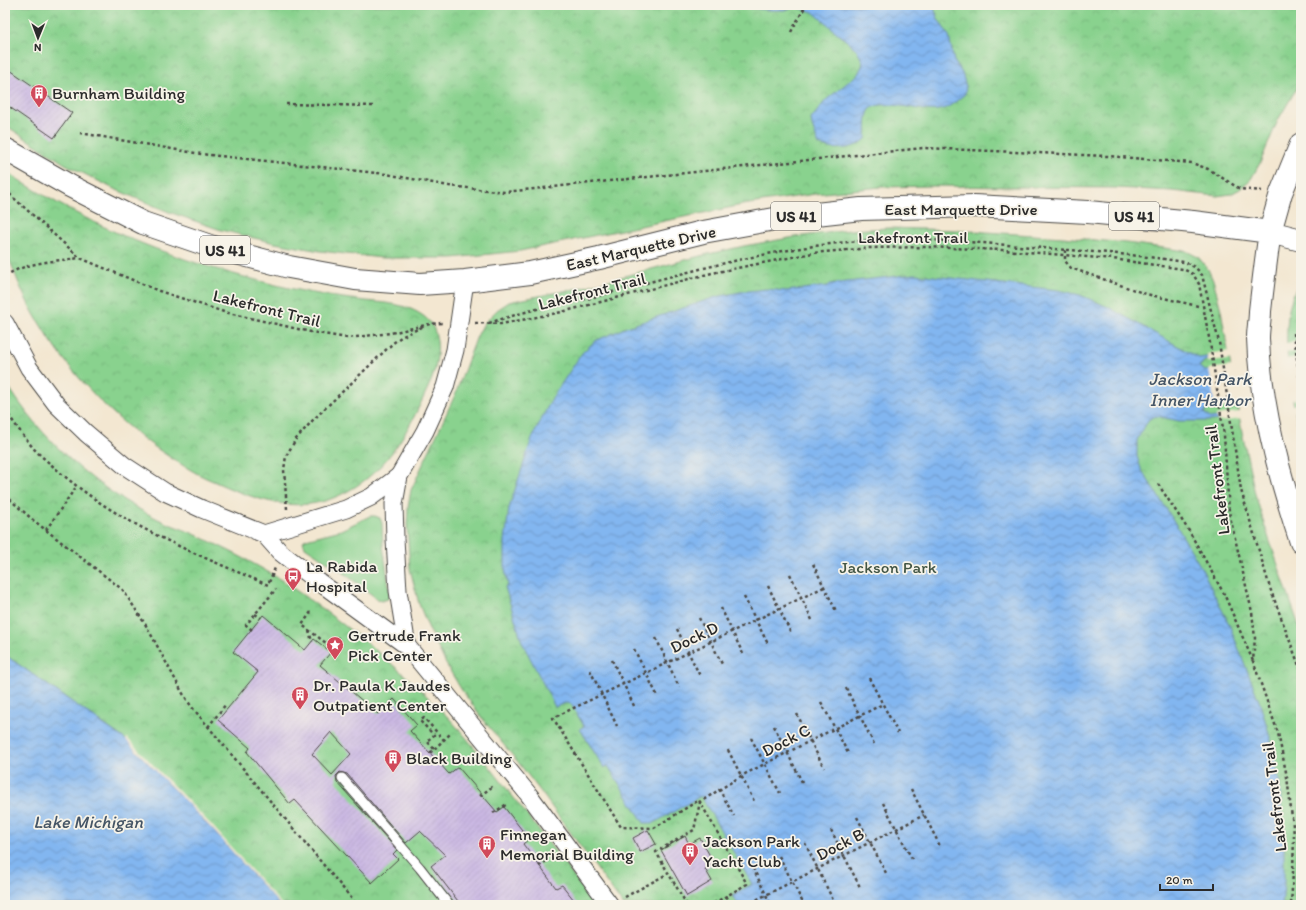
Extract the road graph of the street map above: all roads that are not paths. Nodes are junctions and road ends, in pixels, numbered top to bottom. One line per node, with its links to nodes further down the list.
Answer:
1 (1301, 144): 3 (main road)
2 (5, 149): 5 (main road, East Marquette Drive / US 41)
3 (1270, 232): 4 (main road, East Marquette Drive); 5 (main road, East Marquette Drive / US 41); 9 (main road)
4 (1301, 240)
5 (465, 281): 7 (street)
6 (5, 323): 8 (street)
7 (399, 476): 8 (street); 10 (street)
8 (264, 534): 10 (street)
9 (1301, 542)
10 (407, 646): 12 (street)
11 (342, 778): 13 (lane)
12 (617, 902)
13 (448, 905)

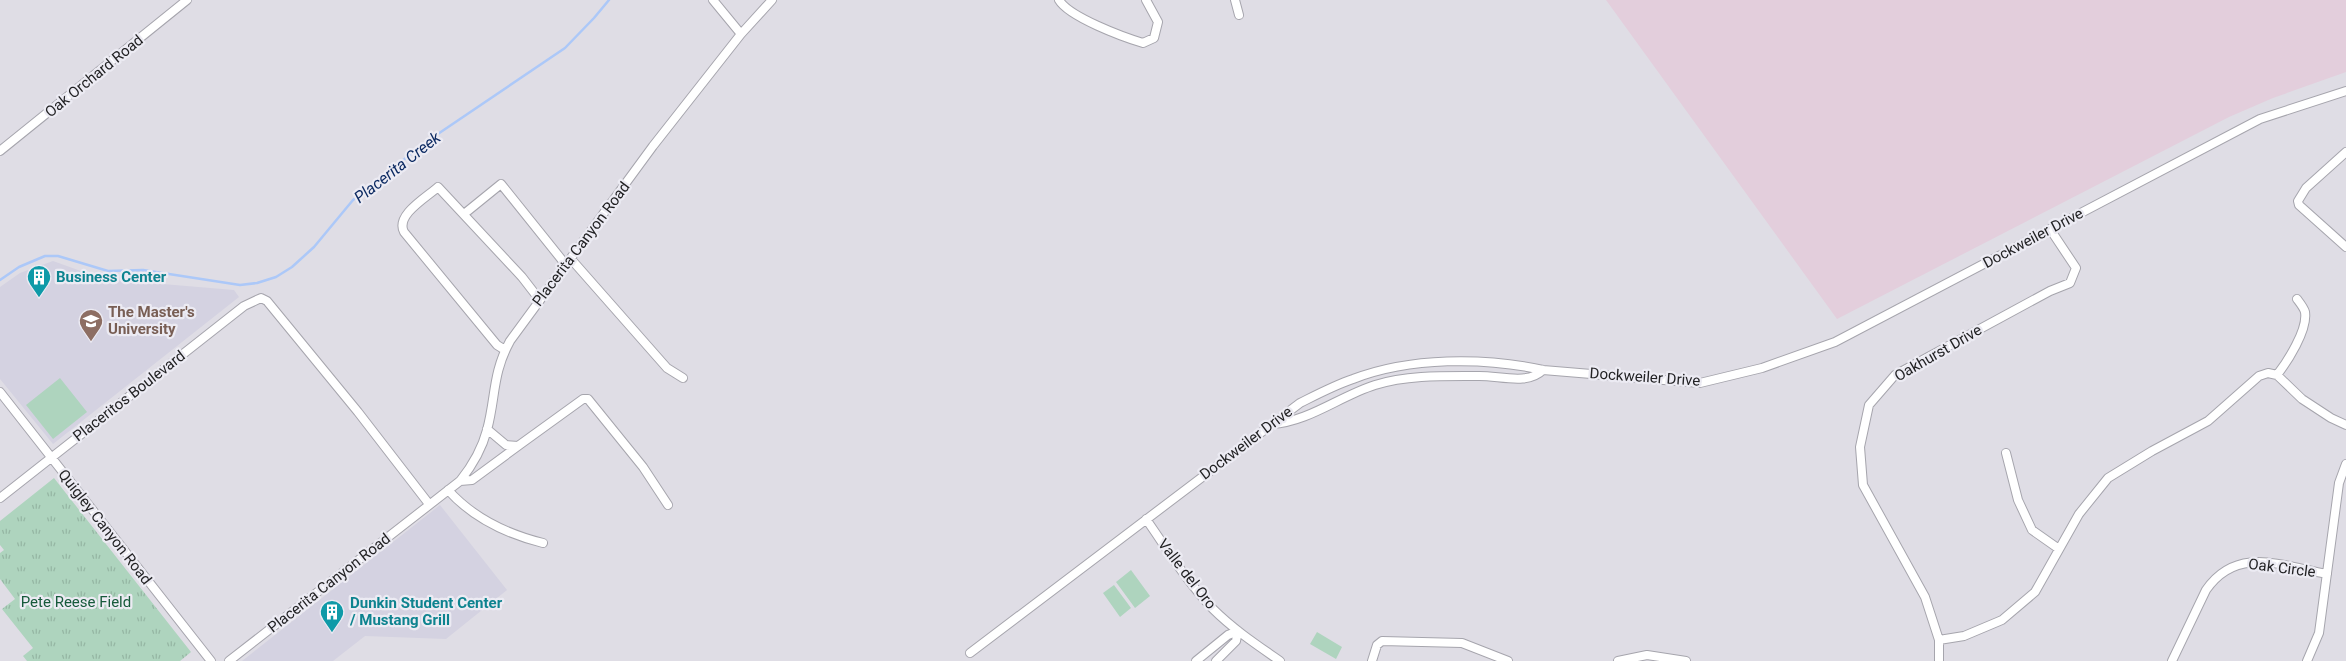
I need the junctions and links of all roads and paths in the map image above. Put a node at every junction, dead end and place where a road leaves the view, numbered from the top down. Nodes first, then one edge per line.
1 (187, 0) edge
2 (713, 0) edge
3 (772, 0) edge
4 (1059, 0) edge
5 (1146, 0) edge
6 (1235, 0) edge
7 (1239, 15) dead end
8 (741, 34) junction
9 (2346, 91) edge
10 (0, 151) edge
11 (2346, 152) edge
12 (464, 214) junction
13 (2050, 229) junction
14 (2343, 239) edge
15 (2346, 247) edge
16 (572, 258) junction
17 (566, 265) junction
18 (539, 299) junction
19 (2297, 299) dead end
20 (505, 350) junction
21 (1543, 370) junction
22 (2277, 376) junction
23 (684, 378) dead end
24 (0, 392) edge
25 (1272, 424) junction
26 (2346, 425) edge
27 (487, 429) junction
28 (518, 446) junction
29 (2006, 454) dead end
30 (50, 458) junction
31 (2346, 464) edge
32 (460, 481) junction
33 (448, 490) junction
34 (0, 498) edge
35 (428, 504) junction
36 (668, 505) dead end
37 (1146, 519) junction
38 (543, 543) dead end
39 (2060, 549) junction
40 (2327, 574) junction
41 (1238, 630) junction
42 (1939, 640) junction
43 (970, 654) dead end
44 (211, 661) edge
45 (229, 661) edge
46 (1196, 661) edge
47 (1216, 661) edge
48 (1280, 661) edge
49 (1372, 661) edge
50 (1508, 661) edge
51 (1618, 661) edge
52 (1686, 661) edge
53 (1939, 661) edge
54 (2172, 661) edge
55 (2307, 661) edge

1 - 10 street, Oak Orchard Road
2 - 8 street
3 - 8 street, Placerita Canyon Road
4 - 5 street
6 - 7 street
8 - 16 street, Placerita Canyon Road
9 - 13 street, Dockweiler Drive
11 - 14 street
12 - 17 street
12 - 18 street
12 - 20 street
13 - 21 street, Dockweiler Drive
13 - 42 street, Oakhurst Drive
14 - 15 street
16 - 17 street, Placerita Canyon Road
16 - 23 street
17 - 18 street, Placerita Canyon Road
18 - 20 street, Placerita Canyon Road
19 - 22 street
20 - 27 street, Placerita Canyon Road
21 - 25 street
21 - 25 street, Dockweiler Drive
22 - 26 street
22 - 39 street
24 - 30 street, Quigley Canyon Road
25 - 37 street, Dockweiler Drive
27 - 28 street
27 - 32 street, Placerita Canyon Road
28 - 32 street
28 - 36 street
29 - 39 street
30 - 34 street, Placeritos Boulevard
30 - 35 street, Placeritos Boulevard
30 - 44 street, Quigley Canyon Road
31 - 40 street
32 - 33 street, Placerita Canyon Road
33 - 35 street, Placerita Canyon Road
33 - 38 street
35 - 45 street, Placerita Canyon Road
37 - 41 street, Valle del Oro
37 - 43 street, Dockweiler Drive
39 - 42 street
40 - 54 street, Oak Circle
40 - 55 street
41 - 46 street
41 - 47 street
41 - 48 street, Valle del Oro
42 - 53 street, Oakhurst Drive
49 - 50 street
51 - 52 street

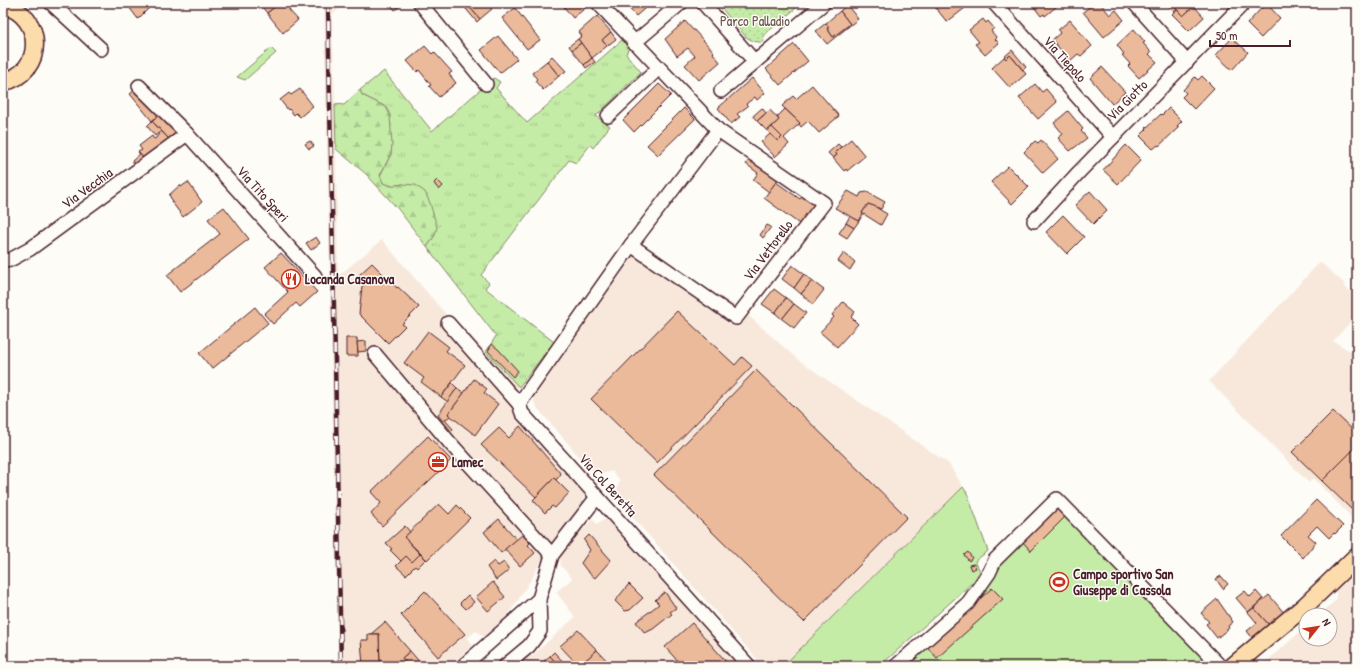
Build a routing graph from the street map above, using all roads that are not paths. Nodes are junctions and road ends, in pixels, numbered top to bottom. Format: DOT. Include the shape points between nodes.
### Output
graph roads {
  1 [pos="50,3"];
  2 [pos="420,3"];
  3 [pos="598,3"];
  4 [pos="681,3"];
  5 [pos="703,3"];
  6 [pos="824,3"];
  7 [pos="994,3"];
  8 [pos="1134,3"];
  9 [pos="1244,3"];
  10 [pos="3,5"];
  11 [pos="634,43"];
  12 [pos="101,49"];
  13 [pos="755,62"];
  14 [pos="1187,62"];
  15 [pos="659,68"];
  16 [pos="3,82"];
  17 [pos="486,84"];
  18 [pos="139,86"];
  19 [pos="721,91"];
  20 [pos="608,116"];
  21 [pos="718,130"];
  22 [pos="187,134"];
  23 [pos="1113,137"];
  24 [pos="1034,221"];
  25 [pos="631,245"];
  26 [pos="3,261"];
  27 [pos="315,276"];
  28 [pos="448,323"];
  29 [pos="375,354"];
  30 [pos="519,404"];
  31 [pos="597,497"];
  32 [pos="552,555"];
  33 [pos="1357,556"];
  34 [pos="539,599"];
  35 [pos="463,666"];
  36 [pos="505,666"];
  37 [pos="749,666"];
  38 [pos="896,666"];
  39 [pos="1220,666"];
  40 [pos="1233,666"];
  1 -- 12 [label="street"];
  2 -- 17 [label="street"];
  3 -- 11 [label="street, Via Vettorello"];
  4 -- 11 [label="street"];
  5 -- 13 [label="street"];
  6 -- 13 [label="street"];
  7 -- 23 [label="street, Via Tiepolo"];
  8 -- 14 [label="street"];
  9 -- 14 [label="street, Via Giotto"];
  10 -- 16 [label="main road" via="24,16 30,24 35,41 34,51 25,70"];
  11 -- 15 [label="street, Via Vettorello"];
  13 -- 19 [label="street"];
  14 -- 23 [label="street, Via Giotto"];
  15 -- 20 [label="street"];
  15 -- 21 [label="street, Via Vettorello"];
  18 -- 22 [label="street, Via Tito Speri"];
  21 -- 25 [label="street"];
  21 -- 25 [label="street, Via Vettorello" via="824,203 736,318"];
  22 -- 26 [label="street, Via Vecchia" via="30,249"];
  22 -- 27 [label="street, Via Tito Speri"];
  23 -- 24 [label="street, Via Giotto"];
  25 -- 30 [label="street"];
  28 -- 30 [label="street, Via Col Beretta"];
  29 -- 32 [label="street" via="450,443"];
  30 -- 31 [label="street, Via Col Beretta" via="522,413"];
  31 -- 32 [label="street"];
  31 -- 37 [label="street, Via Col Beretta"];
  32 -- 34 [label="street"];
  33 -- 40 [label="main road" via="1305,606"];
  34 -- 35 [label="street"];
  34 -- 36 [label="street" via="540,631 529,646"];
  38 -- 39 [label="street" via="968,603 995,560 1057,499"];
}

------------------------

## ASSIGNED TASK:
Check each line of the records above for the string "Canyon", and report every line that has it.

## OUTPUT BELOW:
3 - 8 street, Placerita Canyon Road
8 - 16 street, Placerita Canyon Road
16 - 17 street, Placerita Canyon Road
17 - 18 street, Placerita Canyon Road
18 - 20 street, Placerita Canyon Road
20 - 27 street, Placerita Canyon Road
24 - 30 street, Quigley Canyon Road
27 - 32 street, Placerita Canyon Road
30 - 44 street, Quigley Canyon Road
32 - 33 street, Placerita Canyon Road
33 - 35 street, Placerita Canyon Road
35 - 45 street, Placerita Canyon Road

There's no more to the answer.